» INPUT RECORDS:
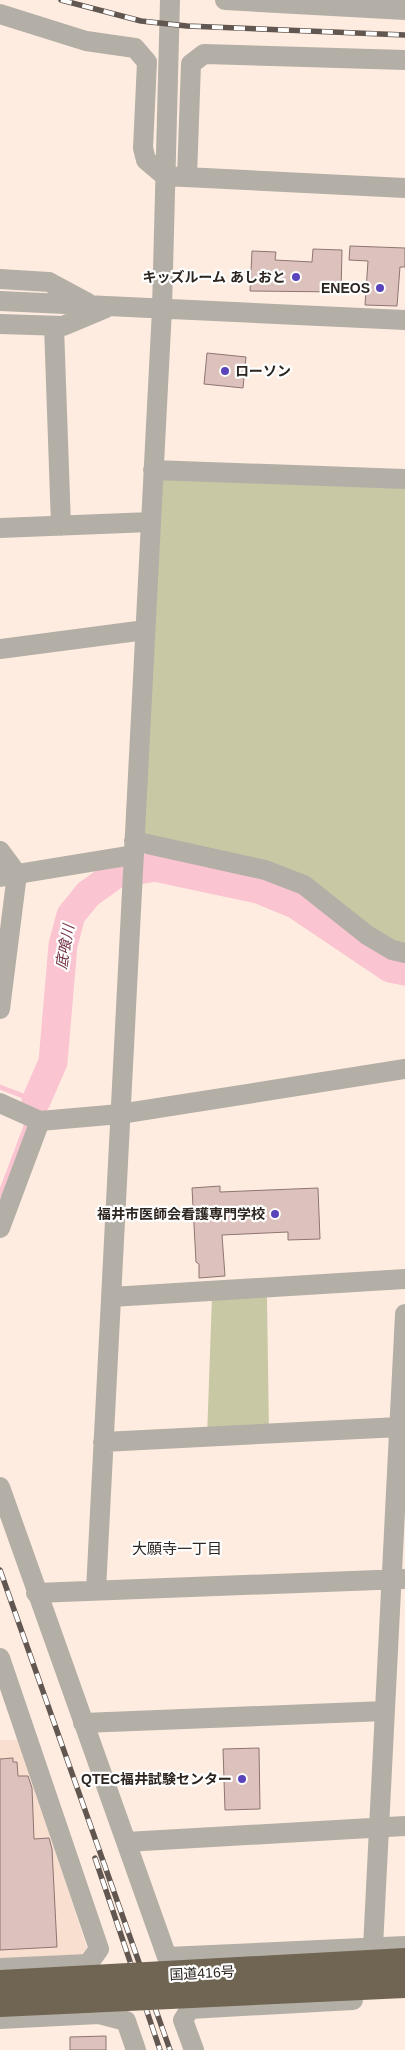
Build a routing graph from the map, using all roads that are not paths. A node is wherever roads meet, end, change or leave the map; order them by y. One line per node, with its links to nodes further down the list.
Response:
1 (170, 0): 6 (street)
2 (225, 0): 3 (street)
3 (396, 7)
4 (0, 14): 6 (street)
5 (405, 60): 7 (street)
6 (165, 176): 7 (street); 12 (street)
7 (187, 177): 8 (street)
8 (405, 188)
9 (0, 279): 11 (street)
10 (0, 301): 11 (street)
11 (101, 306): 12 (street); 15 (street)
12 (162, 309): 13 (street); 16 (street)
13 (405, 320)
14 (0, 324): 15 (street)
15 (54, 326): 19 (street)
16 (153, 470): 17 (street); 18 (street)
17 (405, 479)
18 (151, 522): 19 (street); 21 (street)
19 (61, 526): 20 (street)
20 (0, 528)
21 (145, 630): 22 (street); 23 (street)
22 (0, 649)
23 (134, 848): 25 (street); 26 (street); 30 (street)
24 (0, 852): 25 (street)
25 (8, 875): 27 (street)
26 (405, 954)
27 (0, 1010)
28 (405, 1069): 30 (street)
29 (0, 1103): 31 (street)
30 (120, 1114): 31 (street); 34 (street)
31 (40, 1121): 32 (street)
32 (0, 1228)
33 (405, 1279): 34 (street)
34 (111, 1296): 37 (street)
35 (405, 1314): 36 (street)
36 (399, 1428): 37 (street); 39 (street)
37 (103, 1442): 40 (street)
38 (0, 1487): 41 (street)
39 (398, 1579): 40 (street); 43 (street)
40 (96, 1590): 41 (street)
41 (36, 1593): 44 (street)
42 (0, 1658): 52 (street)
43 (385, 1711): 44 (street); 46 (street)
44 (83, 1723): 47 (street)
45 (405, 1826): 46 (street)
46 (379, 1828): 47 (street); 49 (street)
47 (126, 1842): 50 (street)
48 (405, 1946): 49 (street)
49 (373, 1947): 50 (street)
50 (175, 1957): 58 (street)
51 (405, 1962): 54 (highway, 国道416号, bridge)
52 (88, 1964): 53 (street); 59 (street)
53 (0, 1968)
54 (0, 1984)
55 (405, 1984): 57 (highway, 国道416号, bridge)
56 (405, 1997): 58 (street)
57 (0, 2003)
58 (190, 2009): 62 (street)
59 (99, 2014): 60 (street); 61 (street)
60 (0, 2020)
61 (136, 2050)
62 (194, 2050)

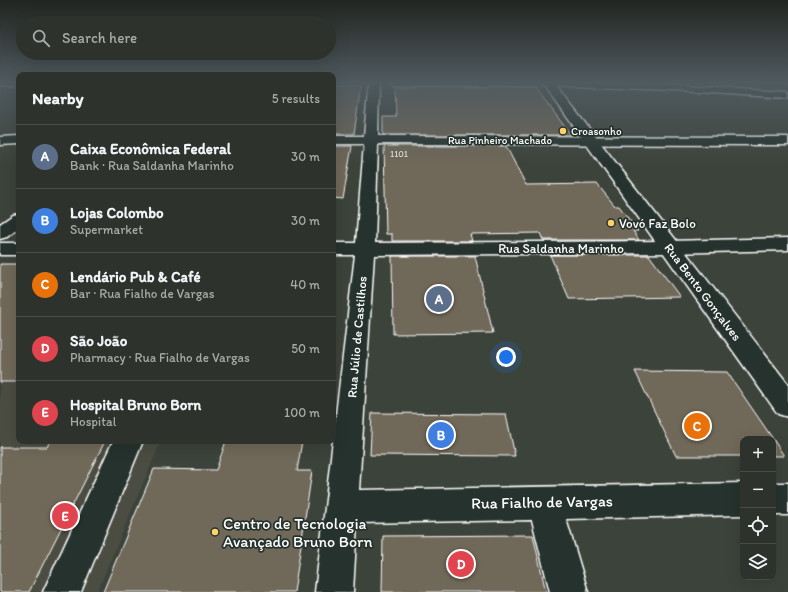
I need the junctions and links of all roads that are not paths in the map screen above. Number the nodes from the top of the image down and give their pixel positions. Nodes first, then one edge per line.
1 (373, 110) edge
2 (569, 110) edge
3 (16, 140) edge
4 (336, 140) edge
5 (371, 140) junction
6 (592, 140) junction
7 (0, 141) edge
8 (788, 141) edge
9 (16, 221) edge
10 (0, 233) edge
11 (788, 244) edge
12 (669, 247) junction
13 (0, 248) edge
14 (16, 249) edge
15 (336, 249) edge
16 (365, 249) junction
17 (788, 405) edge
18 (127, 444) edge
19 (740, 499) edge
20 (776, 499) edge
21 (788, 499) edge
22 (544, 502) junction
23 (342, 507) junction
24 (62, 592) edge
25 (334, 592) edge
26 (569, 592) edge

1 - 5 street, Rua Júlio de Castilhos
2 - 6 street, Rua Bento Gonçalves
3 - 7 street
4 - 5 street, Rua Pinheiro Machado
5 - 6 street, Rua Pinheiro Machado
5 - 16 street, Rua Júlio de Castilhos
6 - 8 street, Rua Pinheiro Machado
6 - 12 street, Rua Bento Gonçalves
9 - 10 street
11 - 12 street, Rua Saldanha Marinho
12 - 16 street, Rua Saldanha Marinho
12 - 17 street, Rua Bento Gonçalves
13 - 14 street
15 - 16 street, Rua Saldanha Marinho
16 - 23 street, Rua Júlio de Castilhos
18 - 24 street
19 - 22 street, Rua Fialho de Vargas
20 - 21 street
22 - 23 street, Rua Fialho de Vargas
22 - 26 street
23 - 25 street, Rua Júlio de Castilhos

» EXERCISE INSTRUCTIONS: Search the data for the string "highway" and copy each line where it appears.

» RESPONSE BELOW:
51 (405, 1962): 54 (highway, 国道416号, bridge)
55 (405, 1984): 57 (highway, 国道416号, bridge)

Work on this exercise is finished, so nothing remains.